===== DATASET EXTRACT
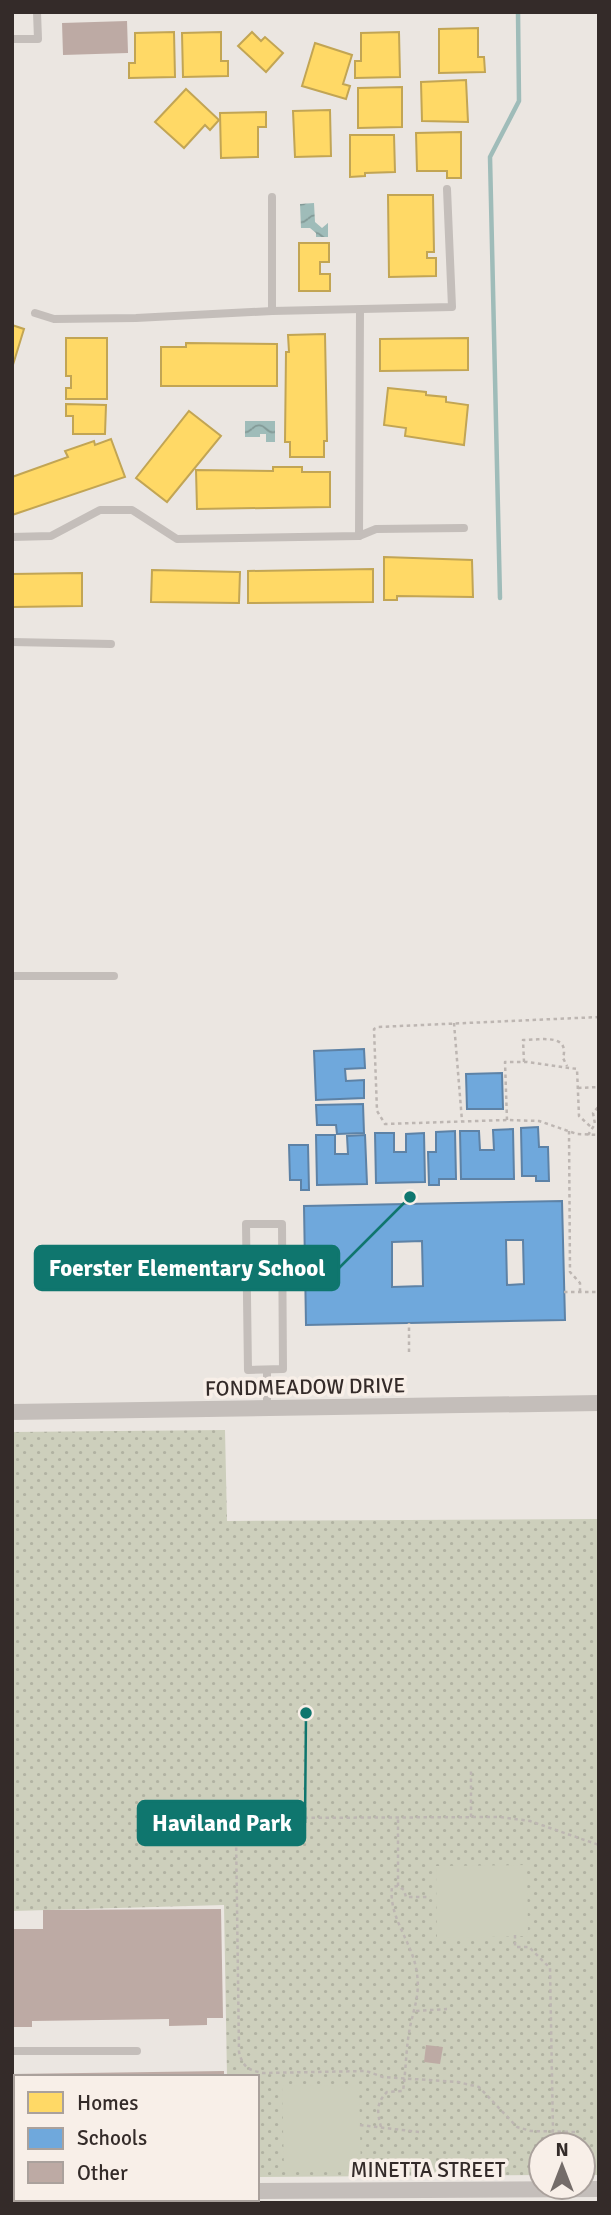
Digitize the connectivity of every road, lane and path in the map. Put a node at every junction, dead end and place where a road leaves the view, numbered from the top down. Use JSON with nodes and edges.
{"nodes":[{"id":1,"x":37,"y":12,"type":"edge"},
{"id":2,"x":12,"y":39,"type":"edge"},
{"id":3,"x":447,"y":189,"type":"dead end"},
{"id":4,"x":272,"y":197,"type":"dead end"},
{"id":5,"x":360,"y":310,"type":"junction"},
{"id":6,"x":272,"y":311,"type":"junction"},
{"id":7,"x":35,"y":313,"type":"dead end"},
{"id":8,"x":464,"y":528,"type":"dead end"},
{"id":9,"x":359,"y":536,"type":"junction"},
{"id":10,"x":12,"y":537,"type":"edge"},
{"id":11,"x":12,"y":642,"type":"edge"},
{"id":12,"x":111,"y":644,"type":"dead end"},
{"id":13,"x":114,"y":975,"type":"dead end"},
{"id":14,"x":12,"y":976,"type":"edge"},
{"id":15,"x":599,"y":1017,"type":"edge"},
{"id":16,"x":454,"y":1023,"type":"junction"},
{"id":17,"x":524,"y":1062,"type":"junction"},
{"id":18,"x":568,"y":1067,"type":"junction"},
{"id":19,"x":599,"y":1087,"type":"edge"},
{"id":20,"x":578,"y":1088,"type":"junction"},
{"id":21,"x":599,"y":1106,"type":"edge"},
{"id":22,"x":507,"y":1120,"type":"junction"},
{"id":23,"x":462,"y":1122,"type":"junction"},
{"id":24,"x":591,"y":1127,"type":"junction"},
{"id":25,"x":569,"y":1132,"type":"junction"},
{"id":26,"x":588,"y":1135,"type":"junction"},
{"id":27,"x":599,"y":1135,"type":"edge"},
{"id":28,"x":564,"y":1292,"type":"dead end"},
{"id":29,"x":580,"y":1292,"type":"junction"},
{"id":30,"x":599,"y":1292,"type":"edge"},
{"id":31,"x":409,"y":1323,"type":"dead end"},
{"id":32,"x":409,"y":1352,"type":"dead end"},
{"id":33,"x":267,"y":1370,"type":"junction"},
{"id":34,"x":599,"y":1403,"type":"edge"},
{"id":35,"x":267,"y":1408,"type":"junction"},
{"id":36,"x":12,"y":1412,"type":"edge"},
{"id":37,"x":471,"y":1769,"type":"dead end"},
{"id":38,"x":471,"y":1817,"type":"junction"},
{"id":39,"x":398,"y":1818,"type":"junction"},
{"id":40,"x":599,"y":1845,"type":"edge"},
{"id":41,"x":398,"y":1886,"type":"junction"},
{"id":42,"x":430,"y":1897,"type":"dead end"},
{"id":43,"x":516,"y":1935,"type":"dead end"},
{"id":44,"x":447,"y":2009,"type":"dead end"},
{"id":45,"x":416,"y":2011,"type":"junction"},
{"id":46,"x":12,"y":2051,"type":"edge"},
{"id":47,"x":136,"y":2051,"type":"dead end"},
{"id":48,"x":405,"y":2078,"type":"junction"},
{"id":49,"x":360,"y":2124,"type":"dead end"},
{"id":50,"x":381,"y":2127,"type":"junction"},
{"id":51,"x":531,"y":2131,"type":"edge"},
{"id":52,"x":553,"y":2131,"type":"edge"},
{"id":53,"x":419,"y":2132,"type":"dead end"},
{"id":54,"x":599,"y":2189,"type":"edge"},
{"id":55,"x":259,"y":2191,"type":"edge"}],
"edges":[{"from":1,"to":2,"type":"lane"},
{"from":3,"to":5,"type":"lane"},
{"from":4,"to":6,"type":"lane"},
{"from":5,"to":6,"type":"lane"},
{"from":5,"to":9,"type":"lane"},
{"from":6,"to":7,"type":"lane"},
{"from":8,"to":9,"type":"lane"},
{"from":9,"to":10,"type":"lane"},
{"from":11,"to":12,"type":"lane"},
{"from":13,"to":14,"type":"lane"},
{"from":15,"to":16,"type":"path"},
{"from":16,"to":23,"type":"path"},
{"from":16,"to":23,"type":"path"},
{"from":17,"to":18,"type":"path"},
{"from":17,"to":18,"type":"path"},
{"from":17,"to":22,"type":"path"},
{"from":18,"to":20,"type":"path"},
{"from":19,"to":20,"type":"path"},
{"from":20,"to":24,"type":"path"},
{"from":21,"to":24,"type":"path"},
{"from":22,"to":23,"type":"path"},
{"from":22,"to":25,"type":"path"},
{"from":24,"to":26,"type":"path"},
{"from":25,"to":26,"type":"path"},
{"from":25,"to":29,"type":"path"},
{"from":26,"to":27,"type":"path"},
{"from":28,"to":29,"type":"path"},
{"from":29,"to":30,"type":"path"},
{"from":31,"to":32,"type":"path"},
{"from":33,"to":33,"type":"lane"},
{"from":33,"to":35,"type":"lane"},
{"from":34,"to":35,"type":"street","name":"FONDMEADOW DRIVE"},
{"from":35,"to":36,"type":"street","name":"FONDMEADOW DRIVE"},
{"from":37,"to":38,"type":"path"},
{"from":38,"to":39,"type":"path"},
{"from":38,"to":40,"type":"path"},
{"from":39,"to":41,"type":"path"},
{"from":39,"to":48,"type":"path"},
{"from":41,"to":42,"type":"path"},
{"from":41,"to":45,"type":"path"},
{"from":43,"to":52,"type":"path"},
{"from":44,"to":45,"type":"path"},
{"from":45,"to":48,"type":"path"},
{"from":46,"to":47,"type":"lane"},
{"from":48,"to":50,"type":"path"},
{"from":48,"to":51,"type":"path"},
{"from":49,"to":50,"type":"path"},
{"from":50,"to":53,"type":"path"},
{"from":54,"to":55,"type":"street","name":"MINETTA STREET"}]}
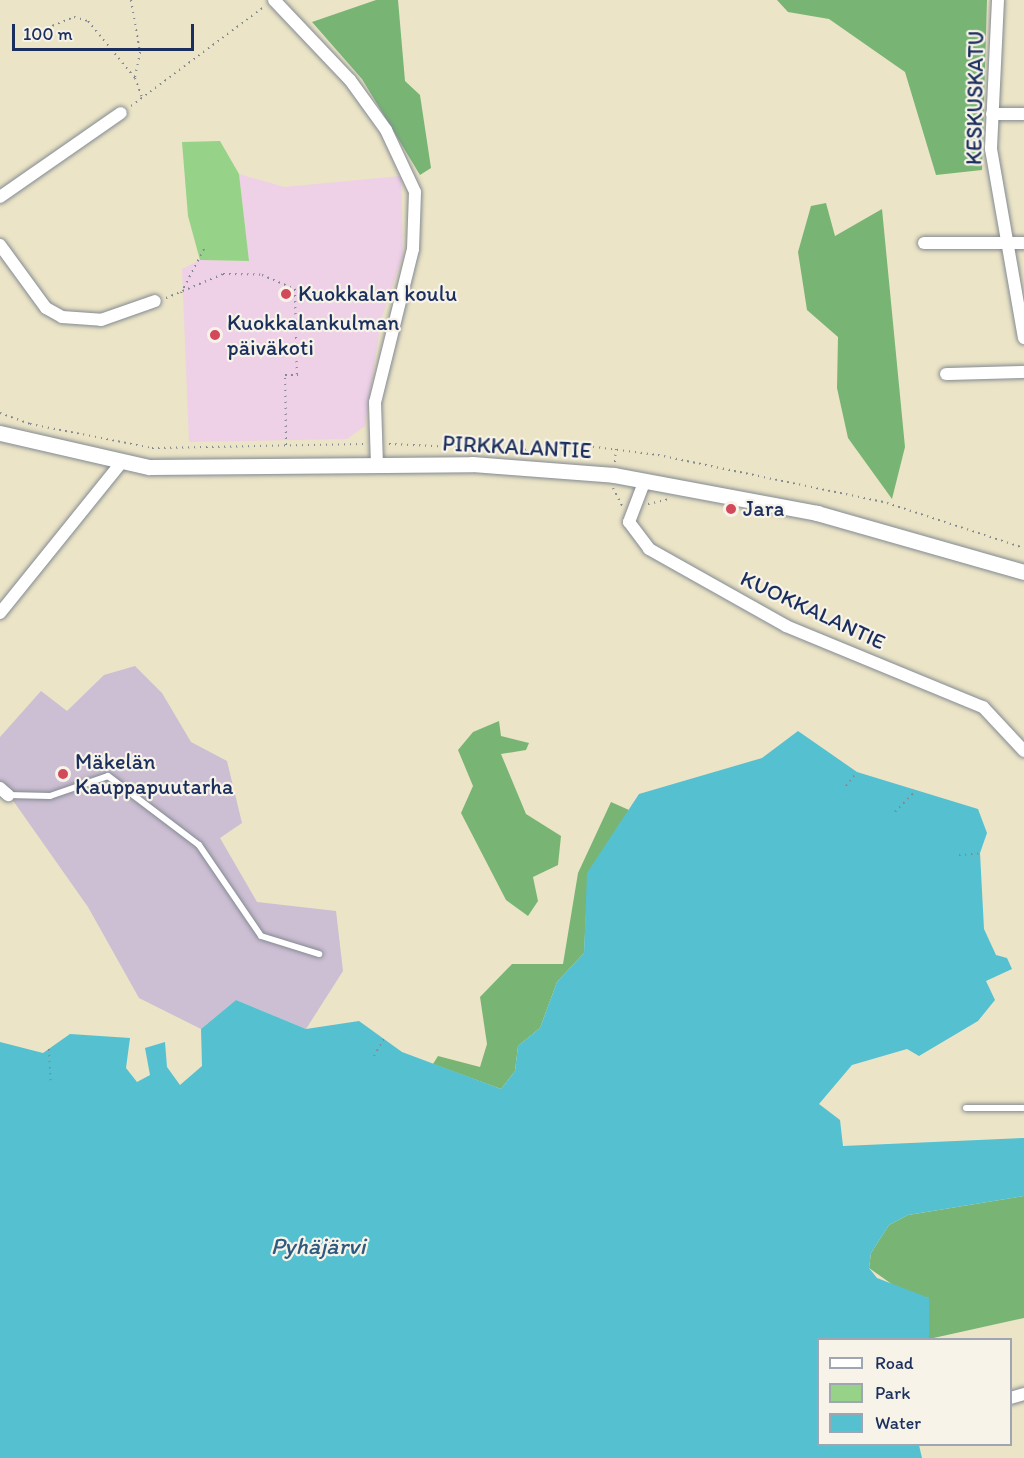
==========
Return the records word for word, leaving every picture out of the copy.

— RESPONSE TO THIS TASK —
Digitize the connectivity of every road, lane and path in the map. Put a node at every junction, dead end and place where a road leaves the view, numbered from the top down. Use JSON with nodes and edges.
{"nodes":[{"id":1,"x":37,"y":12,"type":"edge"},
{"id":2,"x":12,"y":39,"type":"edge"},
{"id":3,"x":447,"y":189,"type":"dead end"},
{"id":4,"x":272,"y":197,"type":"dead end"},
{"id":5,"x":360,"y":310,"type":"junction"},
{"id":6,"x":272,"y":311,"type":"junction"},
{"id":7,"x":35,"y":313,"type":"dead end"},
{"id":8,"x":464,"y":528,"type":"dead end"},
{"id":9,"x":359,"y":536,"type":"junction"},
{"id":10,"x":12,"y":537,"type":"edge"},
{"id":11,"x":12,"y":642,"type":"edge"},
{"id":12,"x":111,"y":644,"type":"dead end"},
{"id":13,"x":114,"y":975,"type":"dead end"},
{"id":14,"x":12,"y":976,"type":"edge"},
{"id":15,"x":599,"y":1017,"type":"edge"},
{"id":16,"x":454,"y":1023,"type":"junction"},
{"id":17,"x":524,"y":1062,"type":"junction"},
{"id":18,"x":568,"y":1067,"type":"junction"},
{"id":19,"x":599,"y":1087,"type":"edge"},
{"id":20,"x":578,"y":1088,"type":"junction"},
{"id":21,"x":599,"y":1106,"type":"edge"},
{"id":22,"x":507,"y":1120,"type":"junction"},
{"id":23,"x":462,"y":1122,"type":"junction"},
{"id":24,"x":591,"y":1127,"type":"junction"},
{"id":25,"x":569,"y":1132,"type":"junction"},
{"id":26,"x":588,"y":1135,"type":"junction"},
{"id":27,"x":599,"y":1135,"type":"edge"},
{"id":28,"x":564,"y":1292,"type":"dead end"},
{"id":29,"x":580,"y":1292,"type":"junction"},
{"id":30,"x":599,"y":1292,"type":"edge"},
{"id":31,"x":409,"y":1323,"type":"dead end"},
{"id":32,"x":409,"y":1352,"type":"dead end"},
{"id":33,"x":267,"y":1370,"type":"junction"},
{"id":34,"x":599,"y":1403,"type":"edge"},
{"id":35,"x":267,"y":1408,"type":"junction"},
{"id":36,"x":12,"y":1412,"type":"edge"},
{"id":37,"x":471,"y":1769,"type":"dead end"},
{"id":38,"x":471,"y":1817,"type":"junction"},
{"id":39,"x":398,"y":1818,"type":"junction"},
{"id":40,"x":599,"y":1845,"type":"edge"},
{"id":41,"x":398,"y":1886,"type":"junction"},
{"id":42,"x":430,"y":1897,"type":"dead end"},
{"id":43,"x":516,"y":1935,"type":"dead end"},
{"id":44,"x":447,"y":2009,"type":"dead end"},
{"id":45,"x":416,"y":2011,"type":"junction"},
{"id":46,"x":12,"y":2051,"type":"edge"},
{"id":47,"x":136,"y":2051,"type":"dead end"},
{"id":48,"x":405,"y":2078,"type":"junction"},
{"id":49,"x":360,"y":2124,"type":"dead end"},
{"id":50,"x":381,"y":2127,"type":"junction"},
{"id":51,"x":531,"y":2131,"type":"edge"},
{"id":52,"x":553,"y":2131,"type":"edge"},
{"id":53,"x":419,"y":2132,"type":"dead end"},
{"id":54,"x":599,"y":2189,"type":"edge"},
{"id":55,"x":259,"y":2191,"type":"edge"}],
"edges":[{"from":1,"to":2,"type":"lane"},
{"from":3,"to":5,"type":"lane"},
{"from":4,"to":6,"type":"lane"},
{"from":5,"to":6,"type":"lane"},
{"from":5,"to":9,"type":"lane"},
{"from":6,"to":7,"type":"lane"},
{"from":8,"to":9,"type":"lane"},
{"from":9,"to":10,"type":"lane"},
{"from":11,"to":12,"type":"lane"},
{"from":13,"to":14,"type":"lane"},
{"from":15,"to":16,"type":"path"},
{"from":16,"to":23,"type":"path"},
{"from":16,"to":23,"type":"path"},
{"from":17,"to":18,"type":"path"},
{"from":17,"to":18,"type":"path"},
{"from":17,"to":22,"type":"path"},
{"from":18,"to":20,"type":"path"},
{"from":19,"to":20,"type":"path"},
{"from":20,"to":24,"type":"path"},
{"from":21,"to":24,"type":"path"},
{"from":22,"to":23,"type":"path"},
{"from":22,"to":25,"type":"path"},
{"from":24,"to":26,"type":"path"},
{"from":25,"to":26,"type":"path"},
{"from":25,"to":29,"type":"path"},
{"from":26,"to":27,"type":"path"},
{"from":28,"to":29,"type":"path"},
{"from":29,"to":30,"type":"path"},
{"from":31,"to":32,"type":"path"},
{"from":33,"to":33,"type":"lane"},
{"from":33,"to":35,"type":"lane"},
{"from":34,"to":35,"type":"street","name":"FONDMEADOW DRIVE"},
{"from":35,"to":36,"type":"street","name":"FONDMEADOW DRIVE"},
{"from":37,"to":38,"type":"path"},
{"from":38,"to":39,"type":"path"},
{"from":38,"to":40,"type":"path"},
{"from":39,"to":41,"type":"path"},
{"from":39,"to":48,"type":"path"},
{"from":41,"to":42,"type":"path"},
{"from":41,"to":45,"type":"path"},
{"from":43,"to":52,"type":"path"},
{"from":44,"to":45,"type":"path"},
{"from":45,"to":48,"type":"path"},
{"from":46,"to":47,"type":"lane"},
{"from":48,"to":50,"type":"path"},
{"from":48,"to":51,"type":"path"},
{"from":49,"to":50,"type":"path"},
{"from":50,"to":53,"type":"path"},
{"from":54,"to":55,"type":"street","name":"MINETTA STREET"}]}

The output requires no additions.